Posted By Chris On 7/26/2007 @ 9:52 am In Google,Search Engine Optimization,SEO | 2 Comments

After the recent WordCamp conference, Stephan Spencer reports here [1] and here [2] that Matt Cutts [3] stated that Google now treats underscores as white-space characters or word separators when interpreting URLs. Read on for more details and my take on it…

Previously, if a developer created a page name containing underscores like “Coca_Cola.html”, it wouldn’t have been considered as close a match to keyword searches for “Coca Cola” as pages designed with more classically-accepted white-space characters like periods, commas, dashes, colons, and semicolons. “Coca-Cola.html” would’ve matched the keyword search much more closely. With this change, Google now likely treats both “Coca_Cola.html” and “Coca-Cola.html” as equally relevant to web searches for “Coca Cola”. This is important to rankings because exact-matches of terms are more likely to rank higher than fuzzy-logic matches.
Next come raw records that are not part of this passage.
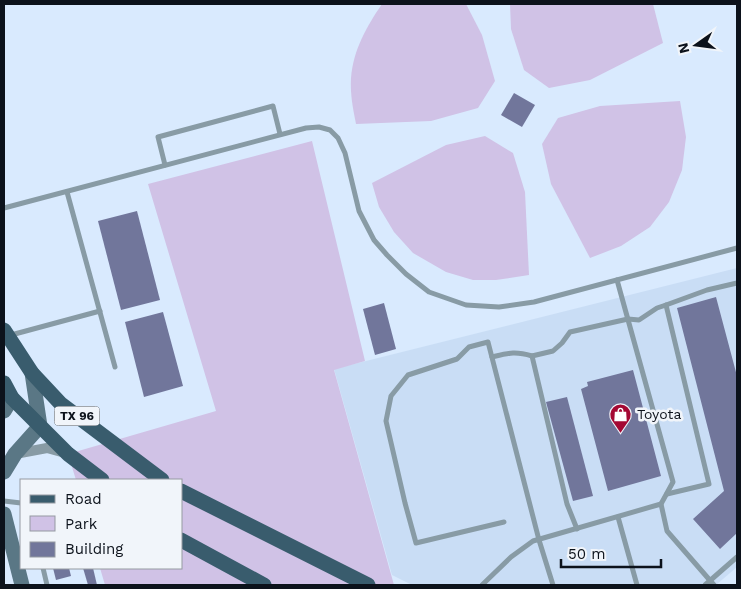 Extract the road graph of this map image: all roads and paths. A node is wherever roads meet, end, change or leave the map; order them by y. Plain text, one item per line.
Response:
1 (280, 134) junction
2 (165, 165) junction
3 (67, 192) junction
4 (4, 208) edge
5 (737, 248) edge
6 (617, 280) junction
7 (737, 283) edge
8 (666, 305) junction
9 (100, 311) junction
10 (628, 319) junction
11 (6, 333) edge
12 (532, 356) junction
13 (492, 357) junction
14 (115, 367) dead end
15 (32, 373) junction
16 (4, 383) edge
17 (12, 398) junction
18 (4, 411) edge
19 (40, 426) junction
20 (15, 454) junction
21 (68, 454) junction
22 (4, 472) edge
23 (101, 479) edge
24 (161, 479) edge
25 (182, 492) edge
26 (667, 494) junction
27 (4, 501) edge
28 (20, 503) edge
29 (661, 504) junction
30 (4, 514) edge
31 (618, 517) junction
32 (504, 522) dead end
33 (577, 529) junction
34 (539, 540) junction
35 (182, 541) edge
36 (737, 557) edge
37 (43, 569) edge
38 (712, 583) edge
39 (22, 585) edge
40 (47, 585) edge
41 (264, 585) edge
42 (368, 585) edge
43 (482, 585) edge
44 (553, 585) edge
45 (637, 585) edge
46 (705, 585) edge

1 - 2 lane
1 - 2 lane
1 - 6 lane
2 - 3 lane
3 - 4 lane
3 - 9 lane
5 - 6 lane
6 - 10 lane
7 - 8 lane
8 - 10 lane
8 - 26 lane
9 - 11 lane
9 - 14 lane
10 - 12 lane
10 - 26 lane
11 - 15 main road, TX 96
12 - 13 lane
12 - 33 lane
13 - 32 lane
13 - 34 lane
15 - 19 street
15 - 24 main road, TX 96
16 - 17 main road, TX 96
17 - 18 street
17 - 19 main road, TX 96
19 - 20 street
19 - 21 main road, TX 96
20 - 21 street
20 - 22 street
21 - 23 main road, TX 96
25 - 42 main road
26 - 29 lane
27 - 28 lane
29 - 31 lane
29 - 38 lane
30 - 39 street
31 - 33 lane
31 - 45 lane
33 - 34 lane
34 - 43 lane
34 - 44 lane
35 - 41 main road
36 - 38 lane
37 - 40 lane
38 - 46 lane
Of course, the other search engines may not be changing their interpretation of underscores, so it still may be important to not use underscores as white-space characters for the sake of cross-engine optimization.

Even more importantly from my point of view, this announcement reveals that Google is indeed paying attention to keywords in URLs — something that was previously somewhat open for speculation in SEO circles.

Matt further states that the file extension of your page doesn’t matter to Google — .php, .html, .htm, .asp, .aspx, .jsp etc. The one exception is .exe — Google doesn’t want to link directly to executables from their page results.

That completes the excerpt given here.